Abstract

In the development of graphical algorithms, choosing an appropriate data representation plays a pivotal role. Hence, there is a need for studies that support corresponding decision making. Here, we investigate curvature estimation based on two discrete representations-volume images and triangle meshes-and present a comprehensive cross-comparison. For doing so, four carefully selected geometries, represented as implicit functions, have been discretized to volume images and triangle meshes in different resolutions on a comparable scale. Afterwards, implementations available in open-source libraries (CGAL, DIPimage, libigl, trimesh2, VTK) and our own implementation of a relevant paper [1] were applied to them and the resulting estimations of mean and Gaussian curvature were compared in terms of quality and runtime.
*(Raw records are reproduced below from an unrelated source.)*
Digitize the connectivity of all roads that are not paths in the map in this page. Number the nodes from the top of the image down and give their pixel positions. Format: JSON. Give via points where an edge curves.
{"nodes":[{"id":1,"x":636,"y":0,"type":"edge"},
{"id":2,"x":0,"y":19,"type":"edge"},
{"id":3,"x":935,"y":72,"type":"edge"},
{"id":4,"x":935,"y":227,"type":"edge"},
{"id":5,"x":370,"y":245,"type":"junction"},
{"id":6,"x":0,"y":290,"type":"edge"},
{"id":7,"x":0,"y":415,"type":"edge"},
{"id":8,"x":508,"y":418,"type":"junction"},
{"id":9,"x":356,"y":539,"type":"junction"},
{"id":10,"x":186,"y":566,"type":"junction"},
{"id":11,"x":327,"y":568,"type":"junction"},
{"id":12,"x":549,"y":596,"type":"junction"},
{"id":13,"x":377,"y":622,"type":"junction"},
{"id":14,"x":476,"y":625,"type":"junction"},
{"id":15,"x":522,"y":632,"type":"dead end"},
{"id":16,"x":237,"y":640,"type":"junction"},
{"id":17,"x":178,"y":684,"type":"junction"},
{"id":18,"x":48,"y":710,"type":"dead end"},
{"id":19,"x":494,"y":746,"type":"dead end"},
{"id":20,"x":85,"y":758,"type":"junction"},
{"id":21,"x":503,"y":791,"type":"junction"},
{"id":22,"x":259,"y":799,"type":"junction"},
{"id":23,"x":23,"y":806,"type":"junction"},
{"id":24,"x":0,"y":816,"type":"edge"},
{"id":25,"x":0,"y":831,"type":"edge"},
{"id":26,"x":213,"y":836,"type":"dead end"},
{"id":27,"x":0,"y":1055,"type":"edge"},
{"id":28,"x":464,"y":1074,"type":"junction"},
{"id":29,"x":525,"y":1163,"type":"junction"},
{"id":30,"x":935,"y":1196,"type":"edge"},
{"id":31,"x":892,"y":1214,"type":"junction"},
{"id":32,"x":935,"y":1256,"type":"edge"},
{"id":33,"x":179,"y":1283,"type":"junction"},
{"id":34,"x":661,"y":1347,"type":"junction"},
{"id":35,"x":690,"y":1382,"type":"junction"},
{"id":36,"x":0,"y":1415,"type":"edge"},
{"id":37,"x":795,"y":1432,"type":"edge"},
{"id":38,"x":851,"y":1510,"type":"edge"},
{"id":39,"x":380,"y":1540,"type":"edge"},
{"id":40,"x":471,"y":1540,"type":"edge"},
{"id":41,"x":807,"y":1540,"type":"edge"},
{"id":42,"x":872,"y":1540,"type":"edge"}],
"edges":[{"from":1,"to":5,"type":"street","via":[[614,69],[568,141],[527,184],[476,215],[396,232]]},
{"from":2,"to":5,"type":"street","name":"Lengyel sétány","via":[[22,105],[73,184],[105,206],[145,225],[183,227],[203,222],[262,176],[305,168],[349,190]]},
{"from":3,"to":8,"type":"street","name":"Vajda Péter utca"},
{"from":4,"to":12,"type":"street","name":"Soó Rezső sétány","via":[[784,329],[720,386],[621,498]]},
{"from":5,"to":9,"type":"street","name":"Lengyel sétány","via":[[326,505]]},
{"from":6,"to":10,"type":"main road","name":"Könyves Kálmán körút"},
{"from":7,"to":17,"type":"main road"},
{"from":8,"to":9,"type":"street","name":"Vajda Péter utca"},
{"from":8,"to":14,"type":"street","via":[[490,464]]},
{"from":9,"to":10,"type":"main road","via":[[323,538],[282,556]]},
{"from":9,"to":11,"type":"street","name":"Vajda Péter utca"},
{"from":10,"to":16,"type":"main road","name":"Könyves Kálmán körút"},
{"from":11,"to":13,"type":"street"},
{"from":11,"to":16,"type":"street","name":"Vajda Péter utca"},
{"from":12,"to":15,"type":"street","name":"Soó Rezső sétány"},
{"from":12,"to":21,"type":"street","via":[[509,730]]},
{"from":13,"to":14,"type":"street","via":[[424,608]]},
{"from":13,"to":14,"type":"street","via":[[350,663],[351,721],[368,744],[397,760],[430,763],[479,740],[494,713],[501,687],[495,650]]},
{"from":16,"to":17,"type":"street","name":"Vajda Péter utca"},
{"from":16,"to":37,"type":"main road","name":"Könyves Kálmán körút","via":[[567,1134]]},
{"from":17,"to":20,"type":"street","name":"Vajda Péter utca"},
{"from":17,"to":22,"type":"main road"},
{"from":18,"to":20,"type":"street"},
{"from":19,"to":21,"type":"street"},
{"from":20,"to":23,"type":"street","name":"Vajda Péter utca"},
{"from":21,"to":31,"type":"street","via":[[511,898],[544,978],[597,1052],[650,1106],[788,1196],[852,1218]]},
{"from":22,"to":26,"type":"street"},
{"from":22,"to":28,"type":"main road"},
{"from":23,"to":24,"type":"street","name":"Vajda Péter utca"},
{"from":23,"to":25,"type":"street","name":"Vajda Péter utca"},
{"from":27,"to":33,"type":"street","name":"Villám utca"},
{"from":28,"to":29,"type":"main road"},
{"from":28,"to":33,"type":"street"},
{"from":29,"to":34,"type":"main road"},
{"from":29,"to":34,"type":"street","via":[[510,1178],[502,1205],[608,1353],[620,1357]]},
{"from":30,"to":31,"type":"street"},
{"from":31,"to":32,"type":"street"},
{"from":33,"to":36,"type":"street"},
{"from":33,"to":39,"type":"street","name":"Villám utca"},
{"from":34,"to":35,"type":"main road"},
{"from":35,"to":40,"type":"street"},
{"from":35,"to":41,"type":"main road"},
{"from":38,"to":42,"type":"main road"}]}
Independent of the underlying discrete representation, all estimators generated similar errors, but overall, mesh-based methods allowed for more accurate estimations. We measured a maximum normalized mean absolute error difference of 6.36 percent between the most precise mesh-based method compared to corresponding image-based methods when considering only discretizations of sufficient resolution. In terms of runtime, methods working on triangle meshes were faster when geometries had a small surface density. For geometries with larger surface densities, which is fairly common when considering real data, e.g., in material or medical science, the runtimes for both representations were similar.